Under a new law, administration and enforcement of the bingo laws will become the responsibility of the Pari-mutuel Commission in January.

“We regulate bingo and Lucky 7 and the lottery, but (high-stakes poker) is something that came about just this past year,” said Rep. Norman L. Major, R-Plaistow.

“This is big money and there is no state oversight on these tournaments, or income to the state from them,” he said.

“I think there will be serious discussion of this,” when the Legislature looks for new tax revenue next year, said Major, the current chairman of the House Ways and Means Committee.

Colebrook Rep. Frederick W. King recalled that Ways and Means, favoring an increase in the cigarette tax, showed no interest earlier this year when he suggested poker might be a source of new revenue.

He said he was ready to present figures showing Minnesota was collecting more than $4 million a year in taxes on a 50-table card club it licenses at a track called Canterbury Park.

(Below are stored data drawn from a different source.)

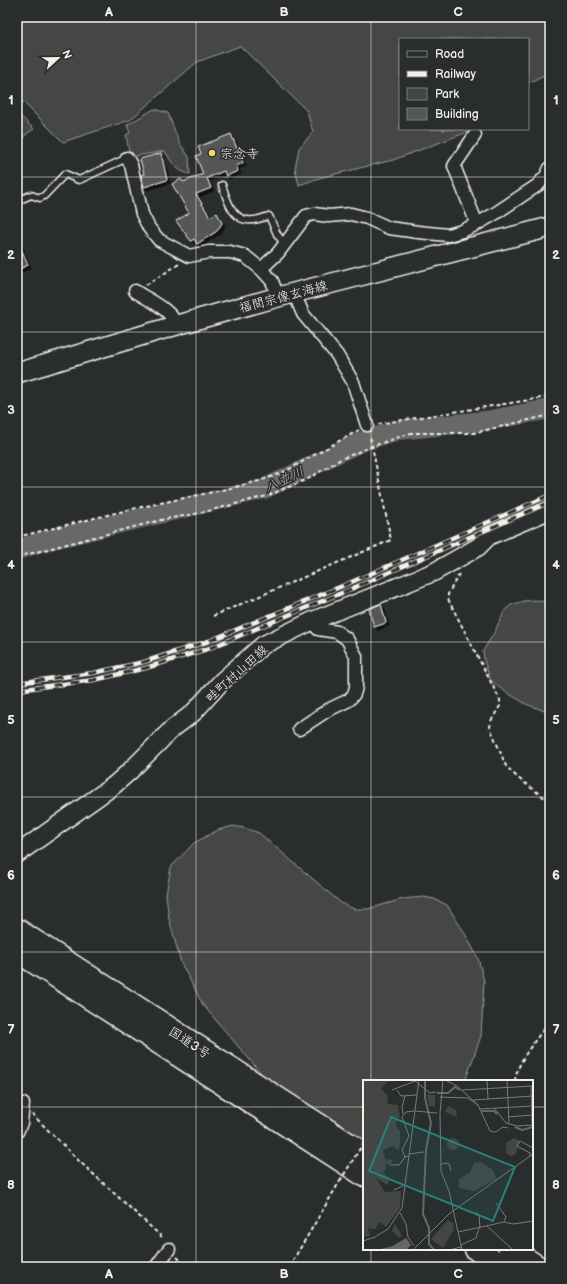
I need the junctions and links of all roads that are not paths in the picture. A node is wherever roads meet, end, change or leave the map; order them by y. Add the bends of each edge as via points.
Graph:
1 (476, 135) dead end
2 (127, 158) joint
3 (550, 168) edge
4 (222, 185) dead end
5 (17, 201) edge
6 (477, 224) junction
7 (550, 227) edge
8 (462, 231) junction
9 (285, 245) junction
10 (468, 248) junction
11 (261, 269) junction
12 (136, 291) road end
13 (286, 295) junction
14 (177, 325) junction
15 (17, 373) edge
16 (367, 425) road end
17 (550, 510) edge
18 (312, 621) junction
19 (299, 729) dead end
20 (17, 854) edge
21 (17, 930) edge
22 (17, 951) edge
23 (23, 1104) road end
24 (17, 1132) edge
25 (363, 1153) edge
26 (363, 1174) edge
27 (170, 1249) road end
28 (478, 1250) edge
29 (512, 1250) edge
30 (156, 1267) edge
31 (504, 1267) edge
32 (538, 1267) edge

1 - 6 street via 454,166
2 - 5 lane via 79,180 65,174 44,196 40,198 31,195
2 - 11 street via 131,165 142,214 158,240 189,256 209,252 230,252 245,256
3 - 6 street via 538,185
4 - 9 lane via 236,215 252,221 269,216
6 - 8 street
7 - 10 main road, 福間宗像玄海線
8 - 9 street via 448,235 418,232 389,228 368,218 351,214 314,214 301,220
8 - 10 street
9 - 11 street
10 - 13 main road, 福間宗像玄海線
11 - 13 street
12 - 14 street via 164,309
13 - 14 main road, 福間宗像玄海線
13 - 16 street via 337,355 353,382
14 - 15 main road, 福間宗像玄海線
17 - 18 main road, 畦町村山田線 via 489,536 478,547 434,572
18 - 19 street via 318,629 338,632 347,639 356,656 356,687 349,700
18 - 20 main road, 畦町村山田線 via 262,645 130,772
21 - 25 highway, 国道3号
22 - 26 highway, 国道3号
23 - 24 street via 21,1123
27 - 30 street
28 - 31 highway
29 - 32 highway

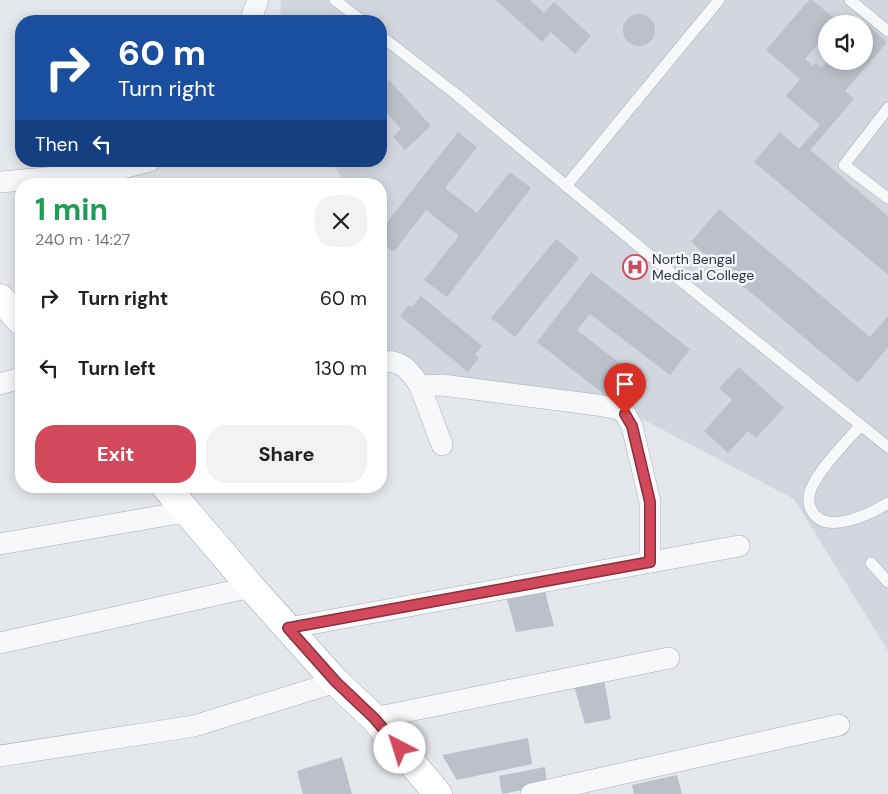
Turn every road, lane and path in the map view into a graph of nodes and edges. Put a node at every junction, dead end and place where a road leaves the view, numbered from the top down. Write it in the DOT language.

“We’ve got four tracks in the state and a lot of bingo halls are already having poker tournaments,” King said.

State role anticipated

Lobbyist Richard L. Bouley, president of Bouley Associates, said he expects high-stakes poker will be the subject of several bills in the coming session. He said bingo hall operators are not opposed to state regulation or taxation, as long as it does not adversely impact the charities.

As to the state’s need for revenue, Bouley said, “We feel the state is going to want to have a share. It all depends on how they do it and how much they want.”

High-stakes poker poses temptation for the state, warned James M. Rubens, chairman of the executive committee of the Granite State Coalition Against Expanded Gambling.

“We don’t take a position on whether it should be taxed or not, but we are concerned that, if there is to be a tax, it could motivate the state to maximize revenue and tweak the rules to extend the meaning of the (gaming law). The net result being that there is more gambling that ends up behaving like video slot machines and looks like casinos,” Rubens said.